Even when he says "the Father and I are one," this signifies not sameness, but a union with God, as he performs God's work.

He is the Son of God, sent to save the world by exemplifying the invisible word of God—truth, life, and light—within it. He was born to testify to the truth of God. The Johannine claim that "the Word became flesh" (John 1:14) does not necessarily suggest that God became Jesus or that Jesus is identical to God in a simplistic sense. Rather, the point is that the logos took the form of human flesh, specifically in the person of Jesus. This distinction suggests that the logos and the human Jesus are not synonymous; rather, the former is embodied by the latter. This is the hallmark of the Fourth Gospel, which was written so that people might believe that Jesus is the Messiah, the Son of God.

In John's Gospel, truth is not a possession; it is something experienced or manifested through following Jesus's teaching. His teaching points to the truth of God, insisting that God's word, or logos, must shine in the darkness.

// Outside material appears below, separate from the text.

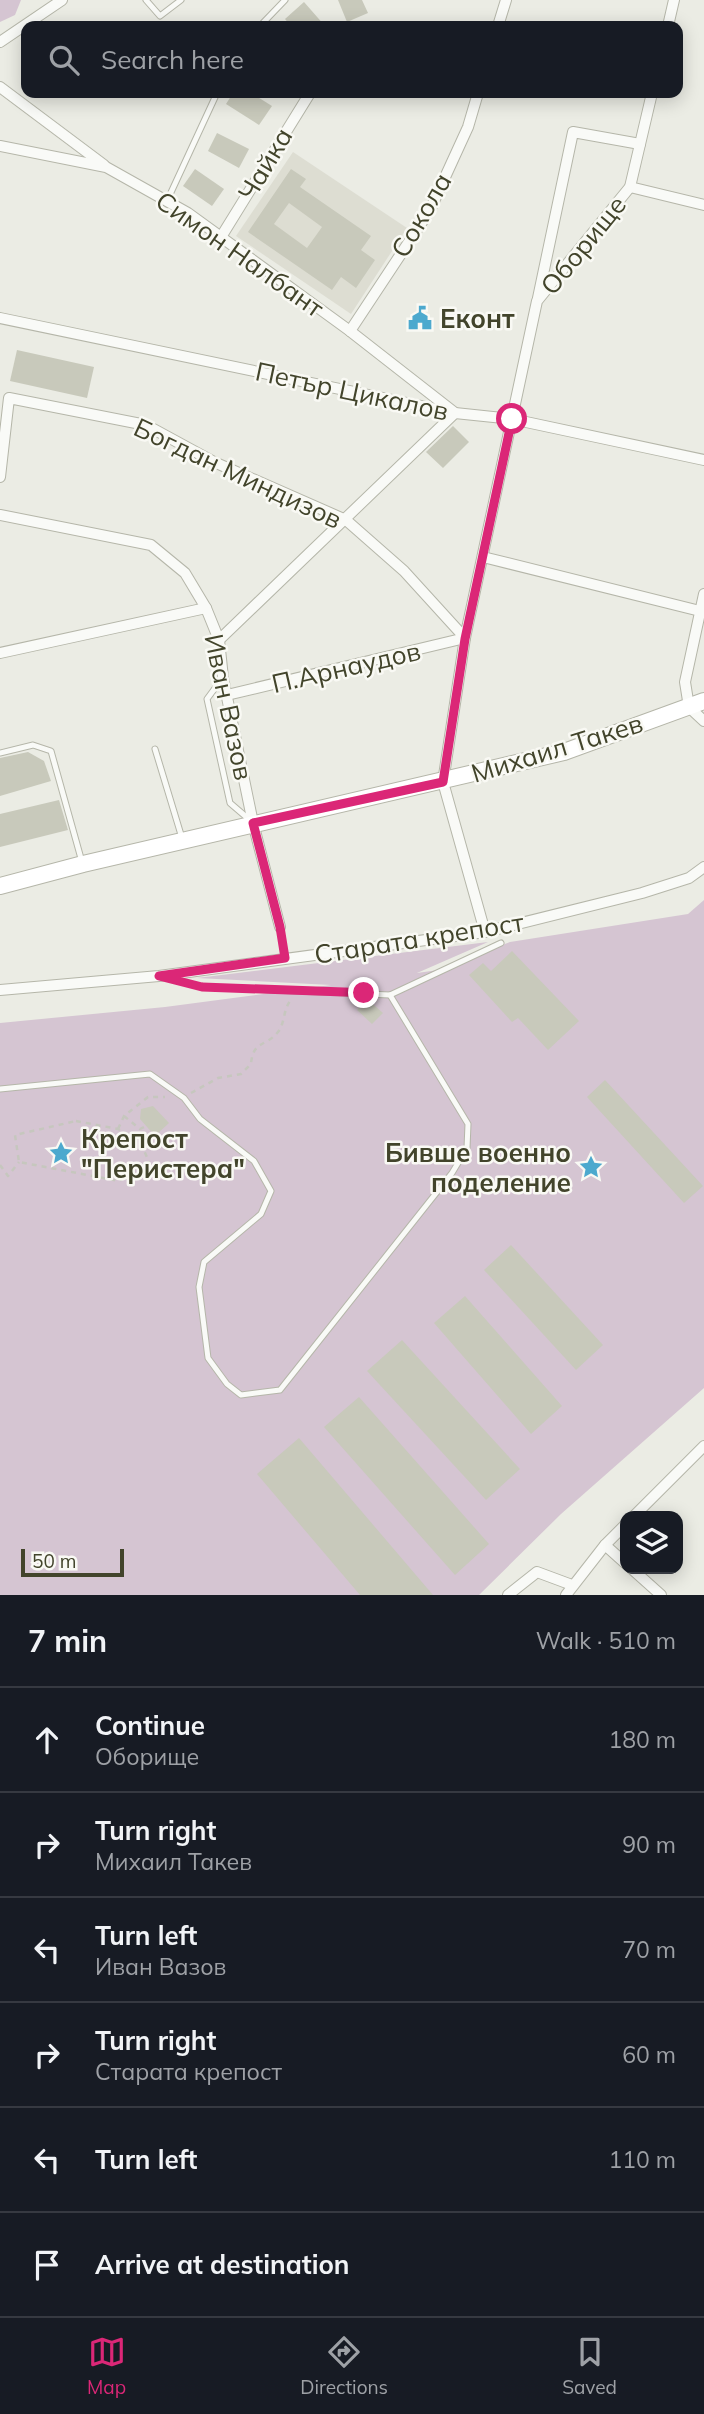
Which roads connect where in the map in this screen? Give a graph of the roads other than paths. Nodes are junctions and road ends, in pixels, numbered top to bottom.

With this Christological understanding, we can reinterpret the Gospel. All of Jesus's actions fulfill a specific mission: to do the work of God, not his own work, and to speak God's logos, not his own. Through this lens, John 14:6 ("I am the way...") can be reinterpreted not as an exclusive statement regarding salvation, but as a critical invitation to engage with Jesus's mission. It is a call to embody the truth, never meant simply to exclude other religions.